Baptista Jr. também disse ter recebido ataques de Figueiredo, “dentre outros”, “recebendo o rótulo de ‘melancia’, ‘traidor da pátria’ etc.”.
Em 15 de dezembro, Braga Netto orientou Ailton Barros: "Senta o pau no Batista Júnior… Inferniza a vida dele e da família". Também orientou o destinatário a elogiar Almir Garnier.
Baptista Jr. confirmou que ele e sua família sofreram diversos ataques, pressões e hostilidades de apoiadores de Bolsonaro “para que a FAB anuísse com a ruptura democrática”.
No mesmo dia 15 de dezembro, Freire Gomes visitou Bolsonaro, frustrando de vez os reacionários aloprados.
Como concluiu a PF, “apesar de todas as pressões realizadas, o general FREIRE GOMES e a maioria do Alto Comando do Exército mantiveram a posição institucional, não aderindo ao golpe de Estado. Tal fato não gerou confiança suficiente para o grupo criminoso avançar na consumação do ato final e, por isso, o então presidente da República JAIR BOLSONARO, apesar de estar com o decreto pronto, não o assinou.
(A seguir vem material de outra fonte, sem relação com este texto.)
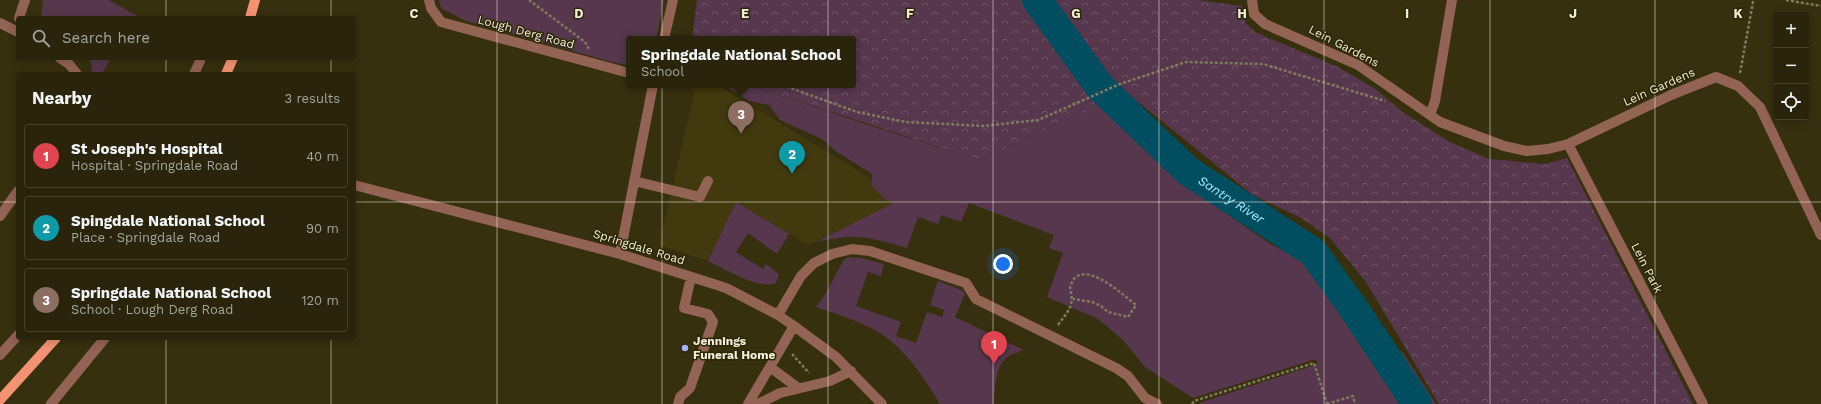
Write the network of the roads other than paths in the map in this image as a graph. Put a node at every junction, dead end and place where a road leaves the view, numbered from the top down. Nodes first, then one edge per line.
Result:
1 (25, 0) edge
2 (255, 0) edge
3 (429, 0) edge
4 (673, 0) edge
5 (1252, 0) edge
6 (1452, 0) edge
7 (19, 16) edge
8 (251, 16) edge
9 (0, 23) edge
10 (16, 31) edge
11 (665, 36) edge
12 (63, 60) edge
13 (233, 60) edge
14 (200, 61) dead end
15 (76, 72) edge
16 (195, 72) edge
17 (227, 72) edge
18 (626, 72) edge
19 (653, 88) edge
20 (1430, 115) junction
21 (1568, 144) junction
22 (634, 181) junction
23 (708, 181) dead end
24 (356, 186) edge
25 (16, 194) edge
26 (0, 216) edge
27 (1821, 236) edge
28 (620, 254) junction
29 (691, 277) junction
30 (778, 315) junction
31 (794, 326) junction
32 (16, 337) edge
33 (54, 340) edge
34 (103, 340) edge
35 (0, 355) edge
36 (770, 367) junction
37 (851, 371) junction
38 (798, 388) junction
39 (0, 400) edge
40 (51, 404) edge
41 (678, 404) edge
42 (748, 404) edge
43 (758, 404) edge
44 (882, 404) edge
45 (1157, 404) edge
46 (1703, 404) edge

1 - 7 street
2 - 8 main road
3 - 18 street, Lough Derg Road
4 - 11 street
5 - 20 street, Lein Gardens
6 - 20 street
9 - 10 street
12 - 15 street
13 - 17 main road
14 - 16 street
19 - 22 street
20 - 21 street, Lein Gardens
21 - 27 street, Lein Gardens
21 - 46 street, Lein Park
22 - 23 street
22 - 28 street
24 - 28 street, Springdale Road
25 - 26 street
28 - 29 street, Springdale Road
29 - 30 street, Springdale Road
29 - 41 street
30 - 31 street, Springdale Road
30 - 45 street
31 - 36 street
31 - 37 street, Springdale Road
32 - 35 street
33 - 39 main road
34 - 40 street
36 - 38 street
36 - 42 street
37 - 38 street
37 - 44 street, Springdale Road
38 - 43 street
Com isso, a ação clandestina para prender/executar o ministro ALEXANDRE DE MORAES foi ‘abortada’.”
Sem estardalhaço, portanto, os homens que efetivamente barraram o golpe não salvaram apenas o regime supostamente democrático brasileiro, mas também alguns de seus autoproclamados defensores.
Essa é a história que o STF deveria contar.